[EXERCISE AIM] Could you copy the data that follows exactly as written, but drop the pictures?

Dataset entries

++++++++

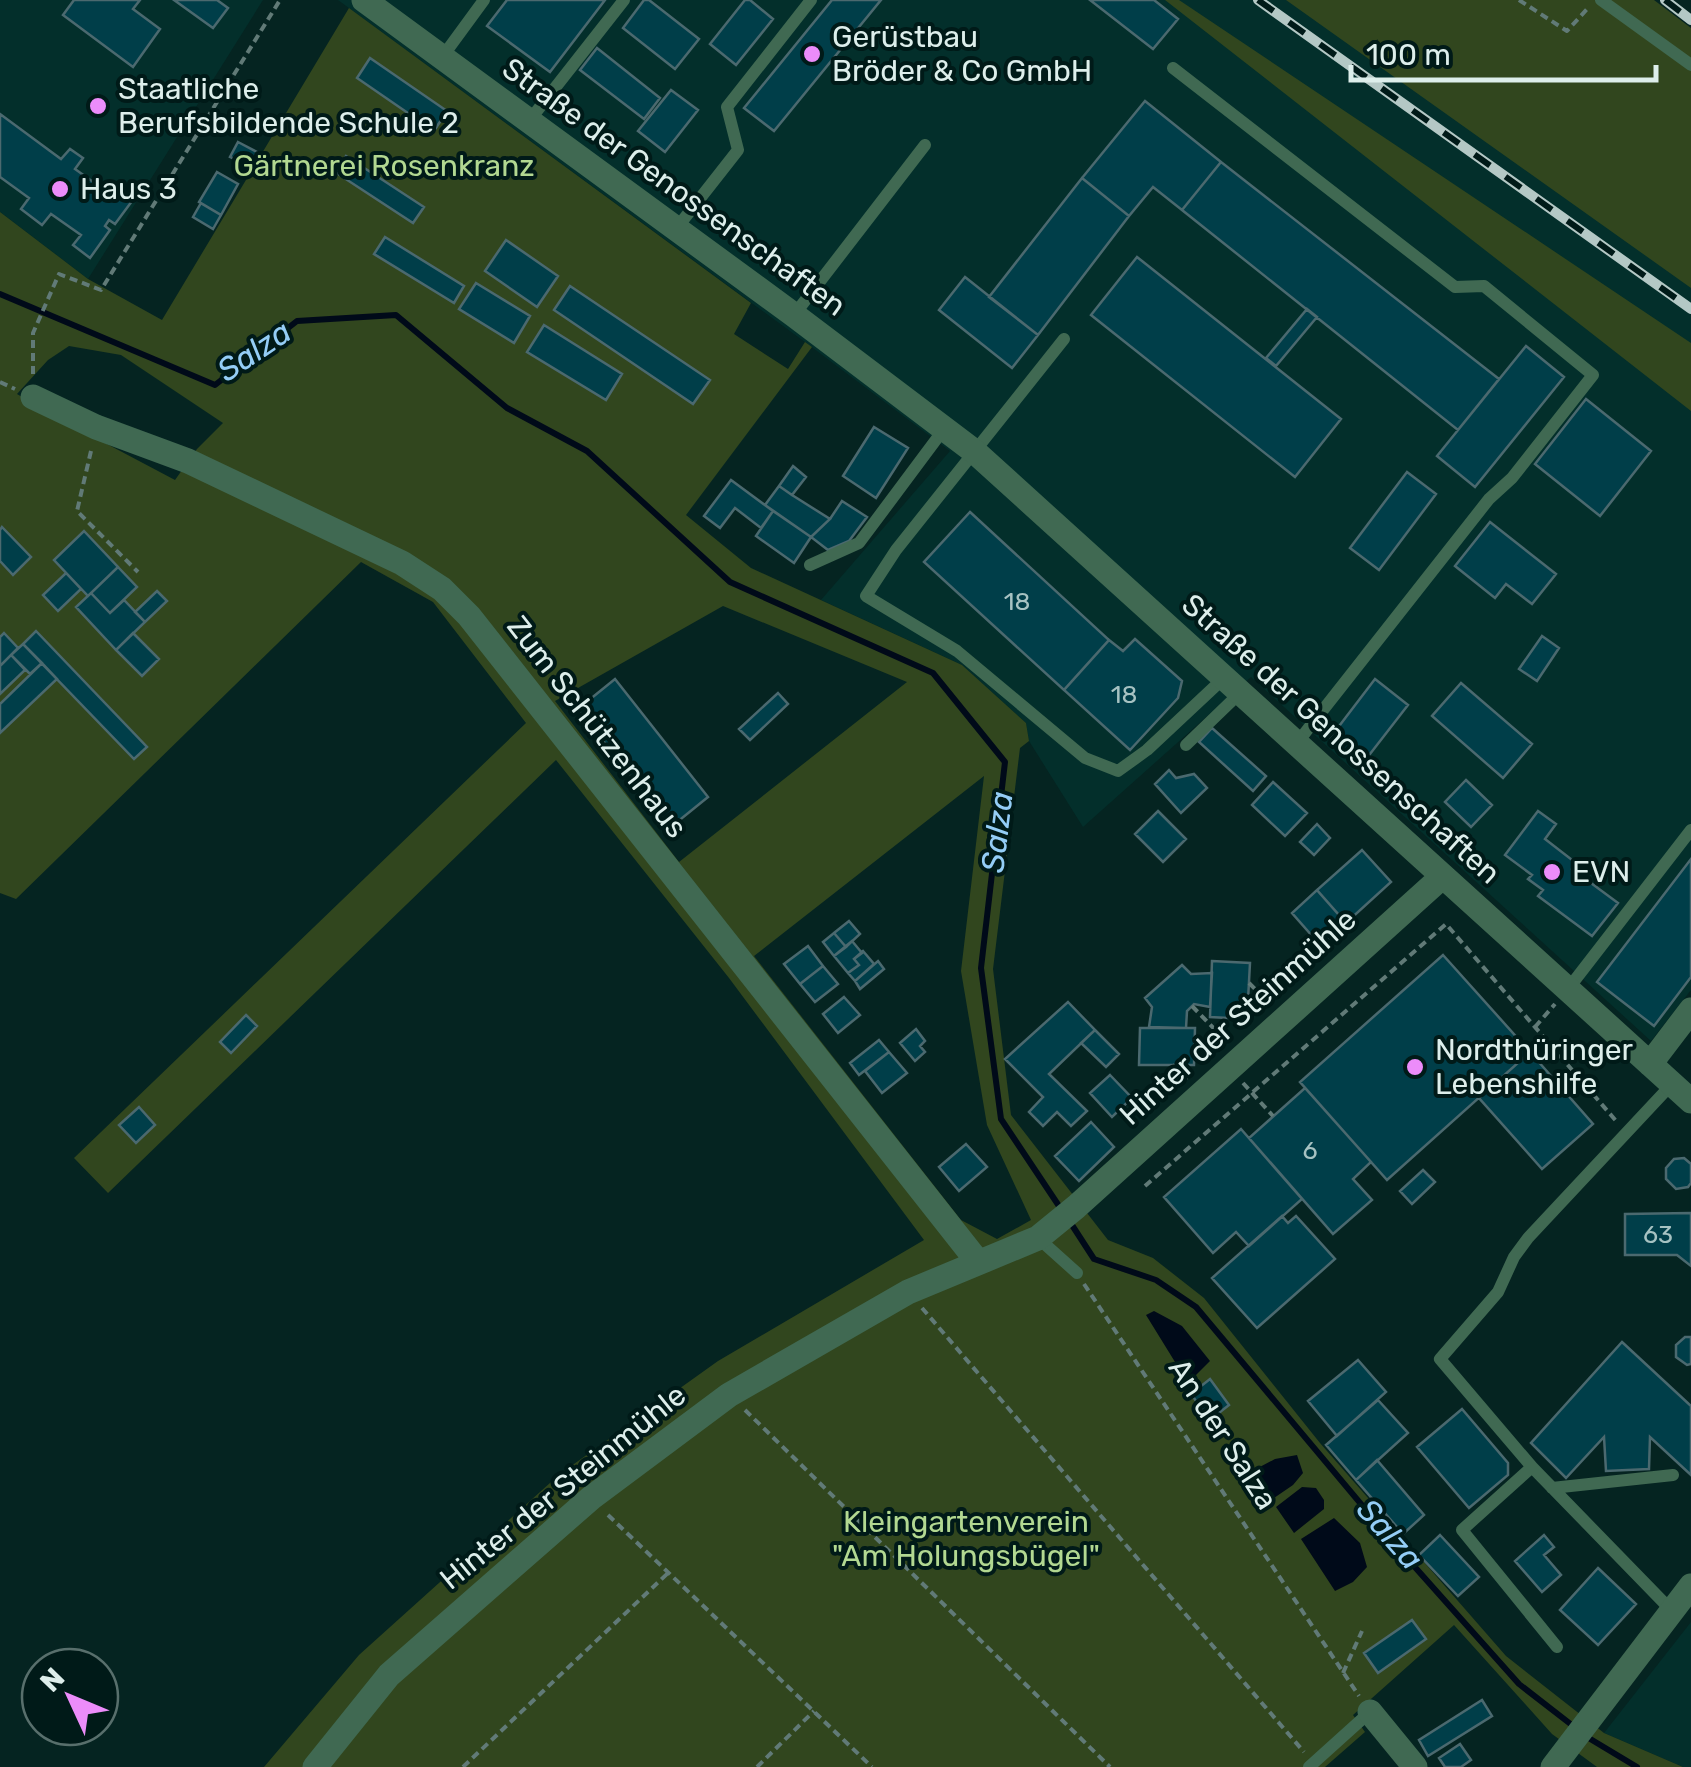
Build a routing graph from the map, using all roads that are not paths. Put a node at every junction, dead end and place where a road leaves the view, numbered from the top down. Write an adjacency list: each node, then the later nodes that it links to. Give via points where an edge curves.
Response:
1 (364, 0): 6 (street, Straße der Genossenschaften)
2 (484, 0): 6 (lane)
3 (624, 0): 9 (lane)
4 (811, 0): 11 (lane, via 727,107 738,150)
5 (1598, 0): 7 (lane)
6 (442, 56): 9 (street, Straße der Genossenschaften)
7 (1691, 65)
8 (1172, 68): 19 (lane, via 1454,287 1484,286 1593,375)
9 (529, 120): 11 (street, Straße der Genossenschaften)
10 (925, 146): 12 (lane)
11 (676, 229): 12 (street, Straße der Genossenschaften)
12 (794, 315): 15 (street, Straße der Genossenschaften)
13 (1064, 339): 16 (lane)
14 (33, 398): 28 (street, Zum Schützenhaus, via 188,461 402,563 442,589)
15 (944, 429): 16 (street, Straße der Genossenschaften); 17 (lane, via 858,542)
16 (975, 452): 18 (street, Straße der Genossenschaften); 18 (lane, via 866,596 957,650 1085,758 1118,771)
17 (810, 565)
18 (1233, 684): 19 (street, Straße der Genossenschaften); 20 (lane)
19 (1298, 743): 22 (street, Straße der Genossenschaften)
20 (1186, 745)
21 (1691, 830): 23 (lane)
22 (1443, 876): 23 (street, Straße der Genossenschaften); 27 (street, Hinter der Steinmühle)
23 (1568, 990): 25 (street, Straße der Genossenschaften)
24 (1691, 1010): 25 (street)
25 (1650, 1064): 26 (street, Straße der Genossenschaften)
26 (1682, 1092): 30 (lane, via 1626,1133 1528,1238 1498,1292 1440,1358)
27 (1045, 1233): 28 (street, Hinter der Steinmühle); 29 (lane)
28 (978, 1262): 38 (street, Hinter der Steinmühle, via 908,1292 729,1394 591,1498 389,1675)
29 (1076, 1274)
30 (1532, 1467): 32 (lane); 35 (lane, via 1462,1530)
31 (1673, 1476): 32 (lane)
32 (1552, 1488): 34 (lane)
33 (1691, 1586): 34 (street)
34 (1672, 1611): 40 (street)
35 (1558, 1647)
36 (1370, 1712): 37 (lane); 39 (street)
37 (1311, 1765)
38 (314, 1767)
39 (1415, 1767)
40 (1553, 1767)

++++++++

[REPLY TO THE EXERCISE]
Build a routing graph from the map, using all roads that are not paths. Put a node at every junction, dead end and place where a road leaves the view, numbered from the top down. Write an adjacency list: each node, then the later nodes that it links to. Give via points where an edge curves.
Response:
1 (364, 0): 6 (street, Straße der Genossenschaften)
2 (484, 0): 6 (lane)
3 (624, 0): 9 (lane)
4 (811, 0): 11 (lane, via 727,107 738,150)
5 (1598, 0): 7 (lane)
6 (442, 56): 9 (street, Straße der Genossenschaften)
7 (1691, 65)
8 (1172, 68): 19 (lane, via 1454,287 1484,286 1593,375)
9 (529, 120): 11 (street, Straße der Genossenschaften)
10 (925, 146): 12 (lane)
11 (676, 229): 12 (street, Straße der Genossenschaften)
12 (794, 315): 15 (street, Straße der Genossenschaften)
13 (1064, 339): 16 (lane)
14 (33, 398): 28 (street, Zum Schützenhaus, via 188,461 402,563 442,589)
15 (944, 429): 16 (street, Straße der Genossenschaften); 17 (lane, via 858,542)
16 (975, 452): 18 (street, Straße der Genossenschaften); 18 (lane, via 866,596 957,650 1085,758 1118,771)
17 (810, 565)
18 (1233, 684): 19 (street, Straße der Genossenschaften); 20 (lane)
19 (1298, 743): 22 (street, Straße der Genossenschaften)
20 (1186, 745)
21 (1691, 830): 23 (lane)
22 (1443, 876): 23 (street, Straße der Genossenschaften); 27 (street, Hinter der Steinmühle)
23 (1568, 990): 25 (street, Straße der Genossenschaften)
24 (1691, 1010): 25 (street)
25 (1650, 1064): 26 (street, Straße der Genossenschaften)
26 (1682, 1092): 30 (lane, via 1626,1133 1528,1238 1498,1292 1440,1358)
27 (1045, 1233): 28 (street, Hinter der Steinmühle); 29 (lane)
28 (978, 1262): 38 (street, Hinter der Steinmühle, via 908,1292 729,1394 591,1498 389,1675)
29 (1076, 1274)
30 (1532, 1467): 32 (lane); 35 (lane, via 1462,1530)
31 (1673, 1476): 32 (lane)
32 (1552, 1488): 34 (lane)
33 (1691, 1586): 34 (street)
34 (1672, 1611): 40 (street)
35 (1558, 1647)
36 (1370, 1712): 37 (lane); 39 (street)
37 (1311, 1765)
38 (314, 1767)
39 (1415, 1767)
40 (1553, 1767)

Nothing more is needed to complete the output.